HEFT with local Lagrangian bias computes loop-corrected biased power spectra in f(R) gravity that match simulations.

A machine-rendered reading of the paper's core claim, the machinery that carries it, and where it could break.

The paper establishes a method to apply the Hybrid Effective Field Theory to biased tracers in f(R) modified gravity. It outlines the steps needed to calculate loop corrections analytically using Lagrangian perturbation theory adapted to scale-dependent growth. These calculations are compared directly to results from full numerical simulations. The work also suggests a practical way to update existing emulators designed for standard cosmology to handle modified gravity models. This matters for accurately predicting galaxy distributions in theories where gravity deviates from general relativity on cosmic scales.

Core claim

We present the ingredients required to compute loop-corrected biased power spectra analytically in f(R) gravity using the local Lagrangian bias scheme within HEFT, demonstrate agreement with non-perturbative simulations, and propose a strategy to extend LambdaCDM emulators to beyond-LambdaCDM cosmologies.

What carries the argument

The combination of the local Lagrangian bias expansion and the Hybrid Effective Field Theory (HEFT) matching to dark-matter simulations, adapted to include modified gravity effects on growth functions.

If this is right

  • Analytical templates for biased clustering become available for f(R) models without running new simulations for every parameter set.
  • Emulators such as bacco can be generalized by incorporating the modified growth and bias parameters.
  • Galaxy survey data can be analyzed under modified gravity assumptions using these perturbative tools.
  • Validation shows that chameleon screening does not require immediate additional counterterms in this setup.

Where Pith is reading between the lines

These are editorial extensions of the paper, not claims the author makes directly.

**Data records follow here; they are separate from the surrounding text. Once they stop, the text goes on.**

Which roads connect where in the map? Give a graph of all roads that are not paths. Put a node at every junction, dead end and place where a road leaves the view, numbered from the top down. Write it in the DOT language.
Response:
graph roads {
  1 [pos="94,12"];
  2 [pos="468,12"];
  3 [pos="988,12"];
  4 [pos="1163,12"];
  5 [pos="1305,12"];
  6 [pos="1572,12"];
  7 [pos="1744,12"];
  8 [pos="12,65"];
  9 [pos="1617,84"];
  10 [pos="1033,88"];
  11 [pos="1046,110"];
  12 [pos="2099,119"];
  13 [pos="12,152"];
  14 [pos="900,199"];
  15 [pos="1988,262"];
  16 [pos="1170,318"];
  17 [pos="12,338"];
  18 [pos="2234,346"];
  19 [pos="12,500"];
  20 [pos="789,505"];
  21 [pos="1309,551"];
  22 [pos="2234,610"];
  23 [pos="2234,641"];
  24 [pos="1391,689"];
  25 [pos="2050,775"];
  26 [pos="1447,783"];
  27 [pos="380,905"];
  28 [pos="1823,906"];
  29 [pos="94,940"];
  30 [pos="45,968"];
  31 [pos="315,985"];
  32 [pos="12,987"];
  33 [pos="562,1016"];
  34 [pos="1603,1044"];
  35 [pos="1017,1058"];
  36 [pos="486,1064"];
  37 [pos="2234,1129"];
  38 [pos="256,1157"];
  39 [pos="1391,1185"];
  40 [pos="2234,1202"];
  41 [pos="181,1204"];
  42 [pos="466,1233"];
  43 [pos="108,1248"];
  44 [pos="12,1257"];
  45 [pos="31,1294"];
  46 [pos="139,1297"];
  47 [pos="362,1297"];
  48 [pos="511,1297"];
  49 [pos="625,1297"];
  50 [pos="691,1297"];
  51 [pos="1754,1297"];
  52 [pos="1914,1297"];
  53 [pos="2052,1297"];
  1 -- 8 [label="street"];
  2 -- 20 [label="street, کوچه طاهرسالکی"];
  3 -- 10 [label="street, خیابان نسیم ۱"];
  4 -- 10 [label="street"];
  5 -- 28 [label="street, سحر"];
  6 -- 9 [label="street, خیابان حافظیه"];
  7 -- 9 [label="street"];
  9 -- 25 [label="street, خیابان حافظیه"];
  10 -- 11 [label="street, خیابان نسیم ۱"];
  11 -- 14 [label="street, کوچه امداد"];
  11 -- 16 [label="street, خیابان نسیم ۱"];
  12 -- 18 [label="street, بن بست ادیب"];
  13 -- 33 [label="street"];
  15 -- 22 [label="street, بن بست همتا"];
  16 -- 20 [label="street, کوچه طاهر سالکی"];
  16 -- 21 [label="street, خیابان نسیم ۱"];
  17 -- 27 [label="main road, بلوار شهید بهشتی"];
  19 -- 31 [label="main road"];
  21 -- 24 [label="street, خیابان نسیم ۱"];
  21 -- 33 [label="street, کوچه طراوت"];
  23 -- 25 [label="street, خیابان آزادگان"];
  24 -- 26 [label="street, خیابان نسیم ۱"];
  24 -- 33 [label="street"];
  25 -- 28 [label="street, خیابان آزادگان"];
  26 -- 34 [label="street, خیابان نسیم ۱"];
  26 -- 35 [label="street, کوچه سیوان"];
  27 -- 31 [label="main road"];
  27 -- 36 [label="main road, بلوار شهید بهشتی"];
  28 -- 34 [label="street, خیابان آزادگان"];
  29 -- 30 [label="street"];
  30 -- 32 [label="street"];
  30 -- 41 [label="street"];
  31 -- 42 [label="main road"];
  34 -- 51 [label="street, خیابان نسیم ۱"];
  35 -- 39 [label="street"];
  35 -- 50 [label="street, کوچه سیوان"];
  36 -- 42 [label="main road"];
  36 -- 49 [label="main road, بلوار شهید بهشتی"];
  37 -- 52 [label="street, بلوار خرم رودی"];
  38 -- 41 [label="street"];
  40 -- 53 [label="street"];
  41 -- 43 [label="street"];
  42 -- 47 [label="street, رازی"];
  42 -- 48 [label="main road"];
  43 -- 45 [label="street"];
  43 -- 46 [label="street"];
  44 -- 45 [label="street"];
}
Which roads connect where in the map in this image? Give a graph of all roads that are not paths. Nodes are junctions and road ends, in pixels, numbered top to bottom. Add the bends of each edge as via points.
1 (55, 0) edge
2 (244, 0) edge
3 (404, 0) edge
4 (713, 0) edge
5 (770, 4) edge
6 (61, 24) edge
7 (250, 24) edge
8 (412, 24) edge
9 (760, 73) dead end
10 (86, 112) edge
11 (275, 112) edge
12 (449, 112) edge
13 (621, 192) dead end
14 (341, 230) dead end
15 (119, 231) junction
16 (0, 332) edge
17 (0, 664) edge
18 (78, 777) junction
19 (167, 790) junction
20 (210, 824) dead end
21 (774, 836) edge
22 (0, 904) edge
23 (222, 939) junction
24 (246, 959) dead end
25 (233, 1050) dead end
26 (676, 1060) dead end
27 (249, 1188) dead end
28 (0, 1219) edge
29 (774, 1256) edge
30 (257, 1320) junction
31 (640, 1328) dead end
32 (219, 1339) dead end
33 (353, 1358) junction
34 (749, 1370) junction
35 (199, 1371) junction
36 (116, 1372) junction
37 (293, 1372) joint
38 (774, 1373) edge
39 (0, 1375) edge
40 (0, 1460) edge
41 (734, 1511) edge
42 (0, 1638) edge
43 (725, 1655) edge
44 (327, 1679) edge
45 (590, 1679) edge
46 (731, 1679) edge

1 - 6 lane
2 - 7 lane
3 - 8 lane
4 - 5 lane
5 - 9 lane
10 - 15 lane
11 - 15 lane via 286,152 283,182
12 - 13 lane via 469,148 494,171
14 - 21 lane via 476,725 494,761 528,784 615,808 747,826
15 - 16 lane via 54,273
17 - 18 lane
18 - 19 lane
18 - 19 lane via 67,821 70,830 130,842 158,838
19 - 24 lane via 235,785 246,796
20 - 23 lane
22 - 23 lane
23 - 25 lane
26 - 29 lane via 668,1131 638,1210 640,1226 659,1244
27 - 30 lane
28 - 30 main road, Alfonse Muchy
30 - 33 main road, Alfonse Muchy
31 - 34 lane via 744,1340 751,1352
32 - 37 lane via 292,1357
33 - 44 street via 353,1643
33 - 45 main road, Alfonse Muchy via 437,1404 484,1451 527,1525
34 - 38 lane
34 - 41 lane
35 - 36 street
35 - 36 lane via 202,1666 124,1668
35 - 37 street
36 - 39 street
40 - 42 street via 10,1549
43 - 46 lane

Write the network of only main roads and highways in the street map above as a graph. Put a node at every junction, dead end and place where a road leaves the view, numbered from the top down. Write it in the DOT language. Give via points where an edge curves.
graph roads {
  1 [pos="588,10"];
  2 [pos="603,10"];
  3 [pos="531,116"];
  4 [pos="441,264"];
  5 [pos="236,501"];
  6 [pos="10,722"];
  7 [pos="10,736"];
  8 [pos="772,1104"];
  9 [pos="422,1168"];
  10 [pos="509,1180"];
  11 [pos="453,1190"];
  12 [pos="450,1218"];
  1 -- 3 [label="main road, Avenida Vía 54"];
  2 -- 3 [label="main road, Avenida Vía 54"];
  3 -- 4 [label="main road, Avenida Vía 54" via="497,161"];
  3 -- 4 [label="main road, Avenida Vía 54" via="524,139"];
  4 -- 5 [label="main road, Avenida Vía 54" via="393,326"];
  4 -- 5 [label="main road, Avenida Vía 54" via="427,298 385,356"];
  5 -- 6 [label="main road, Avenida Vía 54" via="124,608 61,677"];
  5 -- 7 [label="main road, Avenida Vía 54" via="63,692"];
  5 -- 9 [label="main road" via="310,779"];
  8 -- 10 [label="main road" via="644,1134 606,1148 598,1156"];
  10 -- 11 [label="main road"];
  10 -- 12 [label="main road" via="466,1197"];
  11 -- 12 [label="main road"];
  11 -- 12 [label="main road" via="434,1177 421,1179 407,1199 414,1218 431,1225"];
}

  • The approach may generalize to other screened modified gravity theories if similar growth functions can be computed.
  • Survey analyses could place tighter constraints on f(R) parameters by including these bias models.
  • Computational savings from emulator extensions could accelerate exploration of alternative cosmologies.

Load-bearing premise

The local Lagrangian bias scheme remains sufficient and the HEFT procedure does not need recalibration when growth becomes scale-dependent due to chameleon screening in f(R) gravity.

What would settle it

If measurements from simulations of the biased power spectrum in f(R) models show persistent mismatches with the HEFT predictions at mildly nonlinear scales where loops are included, the validity of the extension would be questioned.

read the original abstract

The modelling of the power spectrum of biased tracers has become a central topic in the analysis of modern cosmological galaxy surveys. Perturbative templates formulated in both Eulerian and Lagrangian frameworks have been extensively developed over the last decades, with their implementation in $\Lambda$CDM thoroughly investigated and validated. In parallel, approaches combining perturbation theory with the output of dark-matter-only simulations have emerged as powerful tools for modelling the nonlinear regime, most notably the Hybrid Effective Field Theory (HEFT) framework~\cite{Modi:2019qbt}. In this work, we discuss the perturbative biased expansion within the local Lagrangian bias scheme and its implementation in the HEFT framework for modified gravity cosmologies. We focus on $f(R)$ gravity, a theory characterized by scale-dependent growth and chameleon screening, making it one of the most challenging scenarios for the computation of Lagrangian Perturbation Theory growth functions and for the generation of accurate numerical simulations. We present a detailed overview of the ingredients required to compute loop-corrected biased power spectra analytically and compare these predictions against fully non-perturbative simulation results. Finally, we propose a strategy to extend existing HEFT-based $\Lambda$CDM emulators, such as \texttt{bacco} and \texttt{Aemulus}, to beyond-$\Lambda$CDM cosmologies.

Editorial analysis

A structured set of objections, weighed in public.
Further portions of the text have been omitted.